→ **Your instructions**
Run through the records and, wherever a line holds the word "Konan", return that line.

→ **Records supplied**

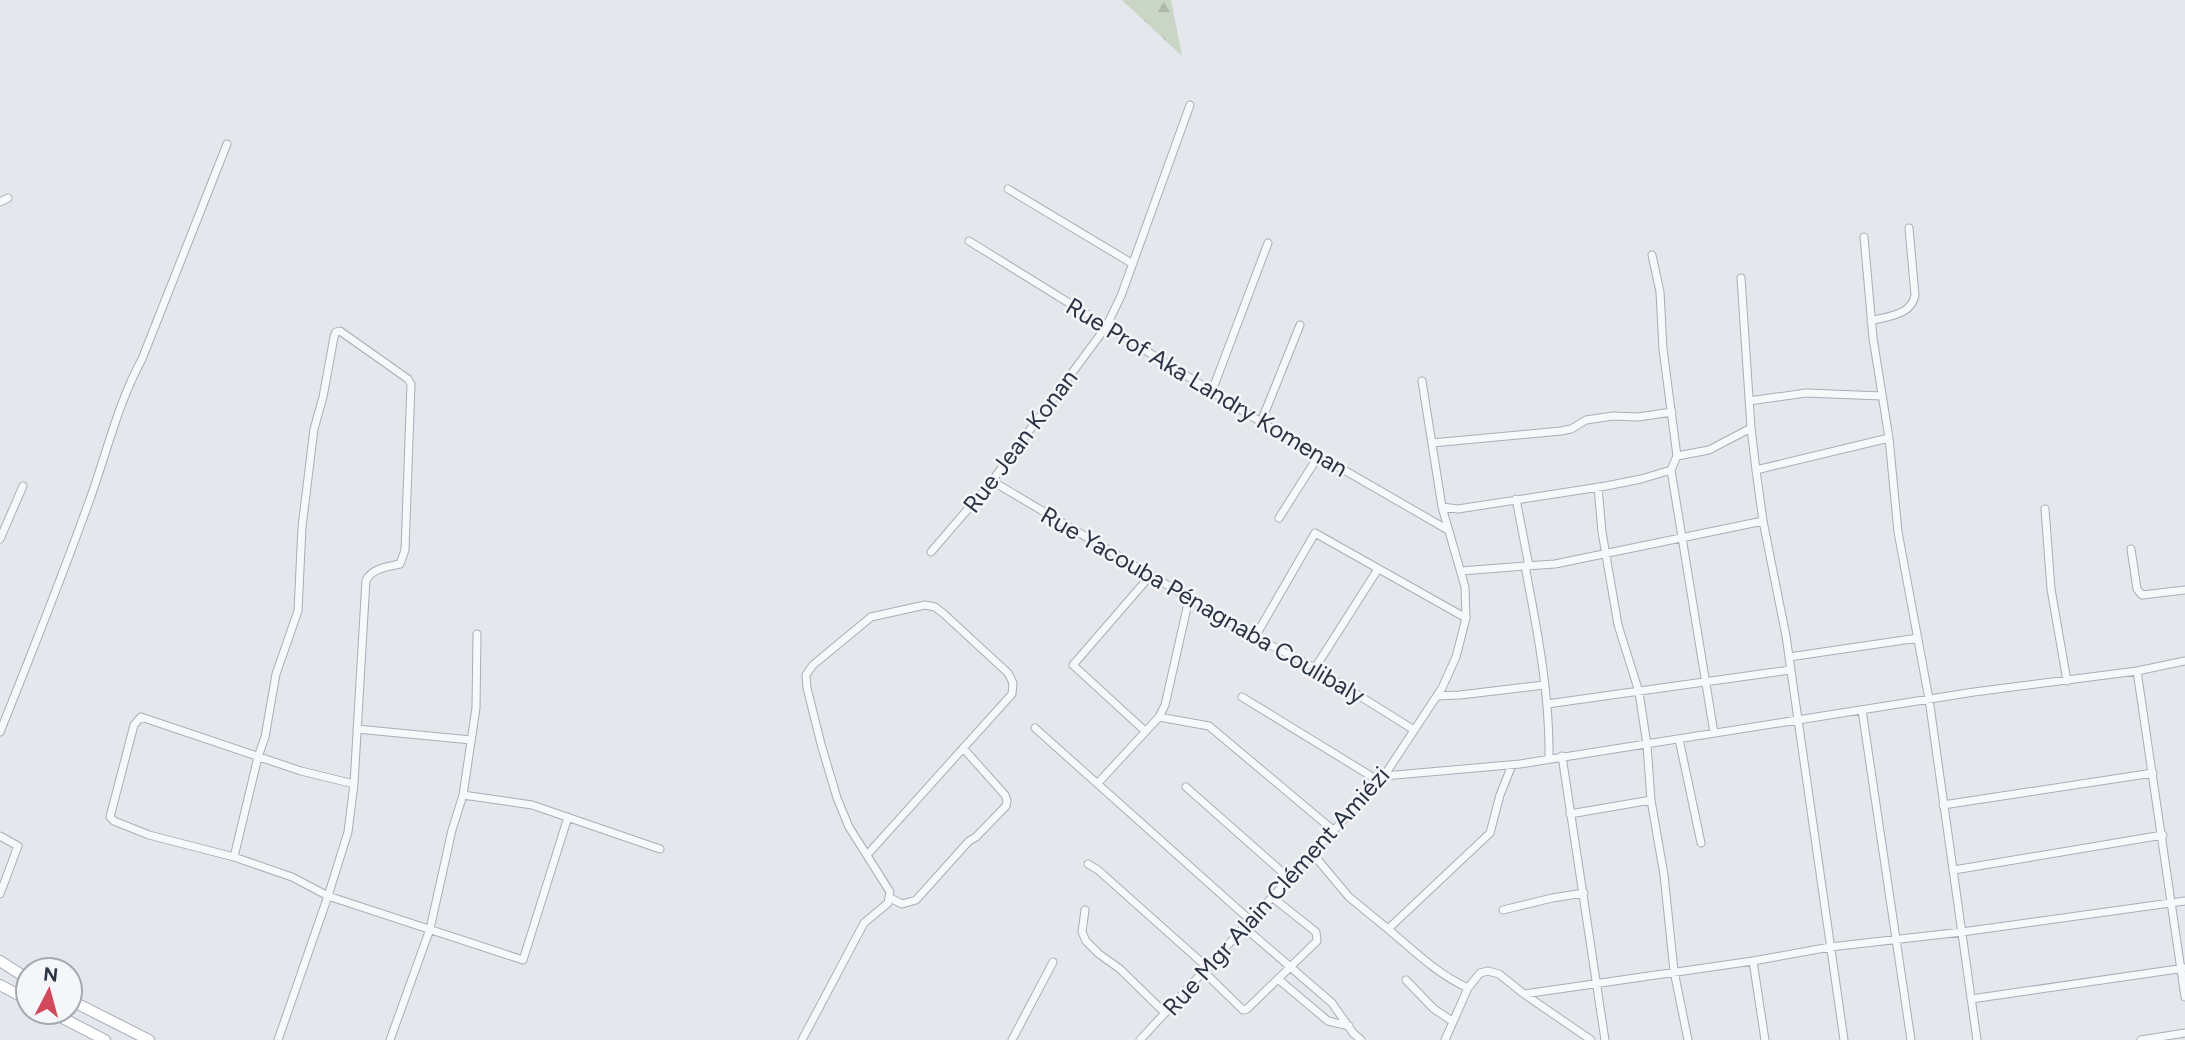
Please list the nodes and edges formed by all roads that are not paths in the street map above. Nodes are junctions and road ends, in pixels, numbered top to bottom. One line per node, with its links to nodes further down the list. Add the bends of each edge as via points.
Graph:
1 (1190, 105): 11 (street, Rue Jean Konan)
2 (227, 144): 73 (street, via 128,385 59,585)
3 (1008, 189): 11 (street)
4 (8, 198): 5 (street)
5 (0, 202)
6 (1909, 228): 13 (street, via 1913,304 1909,310)
7 (1864, 237): 13 (street)
8 (969, 241): 15 (street, Rue Prof Aka Landry Komenan)
9 (1268, 243): 17 (street)
10 (1651, 255): 20 (street, via 1660,292)
11 (1133, 264): 15 (street, Rue Jean Konan)
12 (1741, 278): 19 (street)
13 (1871, 321): 18 (street)
14 (1300, 325): 21 (street)
15 (1106, 327): 17 (street, Rue Prof Aka Landry Komenan); 29 (street, Rue Jean Konan)
16 (1422, 381): 24 (street, Rue Mgr Alain Clément Amiézi)
17 (1212, 391): 21 (street, Rue Prof Aka Landry Komenan)
18 (1882, 396): 19 (street, via 1806,393); 23 (street)
19 (1749, 401): 22 (street)
20 (1672, 412): 24 (street, via 1586,420 1571,429); 26 (street)
21 (1261, 422): 25 (street, Rue Prof Aka Landry Komenan)
22 (1751, 428): 26 (street, via 1709,450); 28 (street)
23 (1889, 438): 28 (street); 52 (street, via 1898,532)
24 (1432, 443): 33 (street, Rue Mgr Alain Clément Amiézi)
25 (1319, 455): 35 (street); 37 (street, Rue Prof Aka Landry Komenan)
26 (1678, 456): 27 (street)
27 (1671, 470): 31 (street); 38 (street)
28 (1756, 470): 36 (street)
29 (992, 481): 41 (street, Rue Jean Konan); 46 (street, Rue Yacouba Pénagnaba Coulibaly)
30 (23, 486): 39 (street)
31 (1598, 487): 32 (street); 42 (street)
32 (1516, 499): 33 (street, via 1458,509); 43 (street)
33 (1442, 507): 37 (street, Rue Mgr Alain Clément Amiézi)
34 (2045, 509): 58 (street, via 2051,589)
35 (1279, 518)
36 (1763, 521): 38 (street); 53 (street)
37 (1448, 530): 45 (street, Rue Mgr Alain Clément Amiézi)
38 (1683, 537): 42 (street); 59 (street)
39 (0, 539)
40 (2131, 549): 47 (street, via 2137,589 2143,595)
41 (931, 552)
42 (1606, 553): 43 (street); 61 (street, via 1618,625)
43 (1527, 566): 45 (street); 60 (street)
44 (1378, 569): 49 (street); 51 (street, via 1315,533); 55 (street)
45 (1461, 571): 49 (street, Rue Mgr Alain Clément Amiézi)
46 (1150, 576): 48 (street, Rue Yacouba Pénagnaba Coulibaly); 72 (street, via 1073,665)
47 (2185, 590)
48 (1189, 599): 51 (street, Rue Yacouba Pénagnaba Coulibaly); 67 (street)
49 (1466, 618): 62 (street, Rue Mgr Alain Clément Amiézi, via 1456,657)
50 (477, 634): 76 (street)
51 (1255, 637): 55 (street, Rue Yacouba Pénagnaba Coulibaly)
52 (1918, 638): 53 (street); 64 (street)
53 (1789, 657): 56 (street)
54 (2185, 661): 57 (street)
55 (1314, 668): 71 (street, Rue Yacouba Pénagnaba Coulibaly)
56 (1790, 670): 59 (street); 68 (street)
57 (2137, 671): 58 (street); 83 (street)
58 (2067, 681): 64 (street)
59 (1706, 682): 61 (street); 74 (street)
60 (1544, 685): 62 (street); 65 (street)
61 (1639, 692): 65 (street); 77 (street)
62 (1437, 696): 71 (street, Rue Mgr Alain Clément Amiézi)
63 (1242, 697): 84 (street)
64 (1929, 699): 66 (street); 90 (street)
65 (1547, 704): 81 (street)
66 (1862, 710): 68 (street); 118 (street)
67 (1159, 717): 72 (street); 93 (street, via 1209,726)
68 (1798, 720): 74 (street); 119 (street)
69 (1035, 728): 86 (street)
70 (357, 729): 76 (street); 80 (street, via 366,580 374,570 400,564 404,558 411,389 408,379 340,331 334,337 314,429 298,611 276,674); 85 (street)
71 (1414, 730): 84 (street, Rue Mgr Alain Clément Amiézi)
72 (1145, 731): 86 (street)
73 (0, 732)
74 (1714, 733): 75 (street)
75 (1679, 739): 77 (street); 96 (street)
76 (471, 740): 88 (street)
77 (1647, 745): 79 (street); 89 (street)
78 (963, 748): 99 (street); 99 (street, via 1012,694 1013,683 935,607 925,605 871,617 809,669 806,681 828,772 849,827); 108 (street, via 1005,795 1006,806 916,901 902,904)
79 (1562, 756): 81 (street); 91 (street)
80 (258, 757): 85 (street); 100 (street); 100 (street, via 141,717 134,725 110,812 114,821 149,835)
81 (1549, 758): 82 (street)
82 (1512, 765): 84 (street); 116 (street, via 1490,833)
83 (2153, 774): 90 (street); 94 (street)
84 (1381, 778): 93 (street, Rue Mgr Alain Clément Amiézi)
85 (354, 783): 106 (street, via 348,832)
86 (1098, 783): 113 (street)
87 (1186, 787): 103 (street)
88 (463, 794): 92 (street, via 532,805); 115 (street)
89 (1651, 800): 91 (street); 125 (street)
90 (1943, 805): 102 (street)
91 (1570, 814): 104 (street)
92 (568, 817): 97 (street); 115 (street, via 523,960)
93 (1333, 830): 98 (street, Rue Mgr Alain Clément Amiézi)
94 (2163, 835): 102 (street); 110 (street)
95 (0, 836): 105 (street, via 18,846)
96 (1701, 843)
97 (660, 849)
98 (1312, 853): 103 (street, Rue Mgr Alain Clément Amiézi); 116 (street, via 1349,897)
99 (867, 855): 108 (street)
100 (233, 857): 106 (street, via 292,877)
101 (1087, 864): 124 (street)
102 (1954, 870): 117 (street)
103 (1289, 878): 107 (street, Rue Mgr Alain Clément Amiézi)
104 (1584, 893): 112 (street); 128 (street)
105 (0, 894)
106 (328, 896): 115 (street); 142 (street)
107 (1272, 897): 113 (street, Rue Mgr Alain Clément Amiézi); 122 (street, via 1317,937)
108 (890, 898): 144 (street, via 864,923)
109 (2185, 901): 110 (street)
110 (2172, 902): 117 (street); 123 (street)
111 (1085, 910): 134 (street, via 1082,932 1086,941)
112 (1503, 910)
113 (1250, 920): 114 (street, Rue Mgr Alain Clément Amiézi)
114 (1244, 927): 122 (street); 124 (street, Rue Mgr Alain Clément Amiézi)
115 (430, 929): 143 (street)
116 (1388, 929): 129 (street)
117 (1962, 932): 118 (street); 132 (street)
118 (1896, 939): 119 (street); 153 (street)
119 (1830, 947): 120 (street); 152 (street)
120 (1753, 961): 125 (street); 151 (street)
121 (1054, 962): 145 (street)
122 (1290, 967): 126 (street); 137 (street, via 1332,1003)
123 (2183, 968): 131 (street); 132 (street)
124 (1206, 970): 126 (street, via 1243,1010); 134 (street, Rue Mgr Alain Clément Amiézi)
125 (1674, 971): 128 (street); 150 (street)
126 (1278, 979): 137 (street, via 1328,1021)
127 (1406, 980): 135 (street)
128 (1597, 983): 130 (street); 149 (street)
129 (1468, 988): 130 (street, via 1480,973 1488,971); 135 (street)
130 (1524, 994): 148 (street)
131 (2185, 997)
132 (1971, 999): 154 (street)
133 (84, 1007): 141 (main road)
134 (1165, 1013): 139 (street, Rue Mgr Alain Clément Amiézi)
135 (1452, 1021): 147 (street)
136 (78, 1026): 140 (main road)
137 (1349, 1026): 146 (street)
138 (2185, 1033): 155 (street)
139 (1145, 1039)
140 (105, 1040)
141 (149, 1040)
142 (278, 1040)
143 (390, 1040)
144 (802, 1040)
145 (1012, 1040)
146 (1361, 1040)
147 (1445, 1040)
148 (1591, 1040)
149 (1605, 1040)
150 (1688, 1040)
151 (1765, 1040)
152 (1844, 1040)
153 (1911, 1040)
154 (1977, 1040)
155 (2141, 1040)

→ **Written answer**
1 (1190, 105): 11 (street, Rue Jean Konan)
11 (1133, 264): 15 (street, Rue Jean Konan)
15 (1106, 327): 17 (street, Rue Prof Aka Landry Komenan); 29 (street, Rue Jean Konan)
29 (992, 481): 41 (street, Rue Jean Konan); 46 (street, Rue Yacouba Pénagnaba Coulibaly)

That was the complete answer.